Requirement:
The word "Federico" marks the lines to find; copy every such line from the data below.

Stored data entries:
=== Begin Enclosure ===

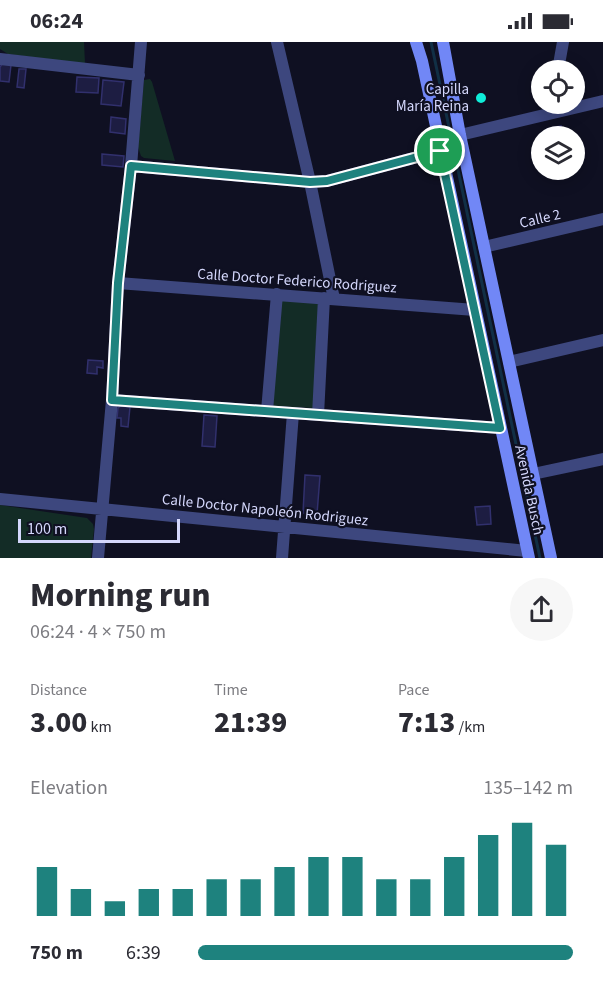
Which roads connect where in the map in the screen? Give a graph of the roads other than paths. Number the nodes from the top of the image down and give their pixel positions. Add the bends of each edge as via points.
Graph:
1 (141, 42) edge
2 (277, 42) edge
3 (416, 42) edge
4 (443, 42) edge
5 (563, 42) edge
6 (0, 59) edge
7 (560, 60) edge
8 (139, 75) junction
9 (603, 101) edge
10 (460, 135) junction
11 (440, 151) junction
12 (131, 166) junction
13 (310, 182) junction
14 (603, 219) edge
15 (484, 248) junction
16 (487, 275) junction
17 (469, 279) junction
18 (118, 283) junction
19 (277, 294) junction
20 (329, 298) junction
21 (475, 310) junction
22 (603, 340) edge
23 (509, 362) junction
24 (112, 400) junction
25 (267, 411) junction
26 (293, 413) junction
27 (318, 415) junction
28 (500, 428) junction
29 (603, 459) edge
30 (533, 474) junction
31 (0, 499) edge
32 (102, 509) junction
33 (285, 527) junction
34 (543, 533) junction
35 (527, 547) edge
36 (98, 558) edge
37 (282, 558) edge
38 (551, 558) edge

1 - 8 street
2 - 13 street
3 - 11 main road, Avenida Busch
4 - 10 main road, Avenida Busch
5 - 7 street
6 - 8 street
8 - 12 street
9 - 10 street
10 - 15 main road, Avenida Busch
11 - 13 street
11 - 17 main road, Avenida Busch
12 - 13 street
12 - 18 street
13 - 20 street
14 - 15 street, Calle 2
15 - 16 main road, Avenida Busch
16 - 17 main road
16 - 23 main road, Avenida Busch
17 - 21 main road, Avenida Busch
18 - 19 street, Calle Doctor Federico Rodriguez
18 - 24 street
19 - 20 street, Calle Doctor Federico Rodriguez
19 - 25 street
20 - 21 street, Calle Doctor Federico Rodriguez
20 - 27 street
21 - 28 main road, Avenida Busch
22 - 23 street
23 - 30 main road, Avenida Busch
24 - 25 street
24 - 32 street
25 - 26 street
26 - 27 street
26 - 33 street
27 - 28 street
28 - 35 main road, Avenida Busch
29 - 30 street
30 - 34 main road, Avenida Busch
31 - 32 street, Calle Doctor Napoleón Rodriguez
32 - 33 street, Calle Doctor Napoleón Rodriguez
32 - 36 street
33 - 35 street, Calle Doctor Napoleón Rodriguez
33 - 37 street
34 - 35 main road
34 - 38 main road, Avenida Busch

=== End Enclosure ===

Problem solution:
18 - 19 street, Calle Doctor Federico Rodriguez
19 - 20 street, Calle Doctor Federico Rodriguez
20 - 21 street, Calle Doctor Federico Rodriguez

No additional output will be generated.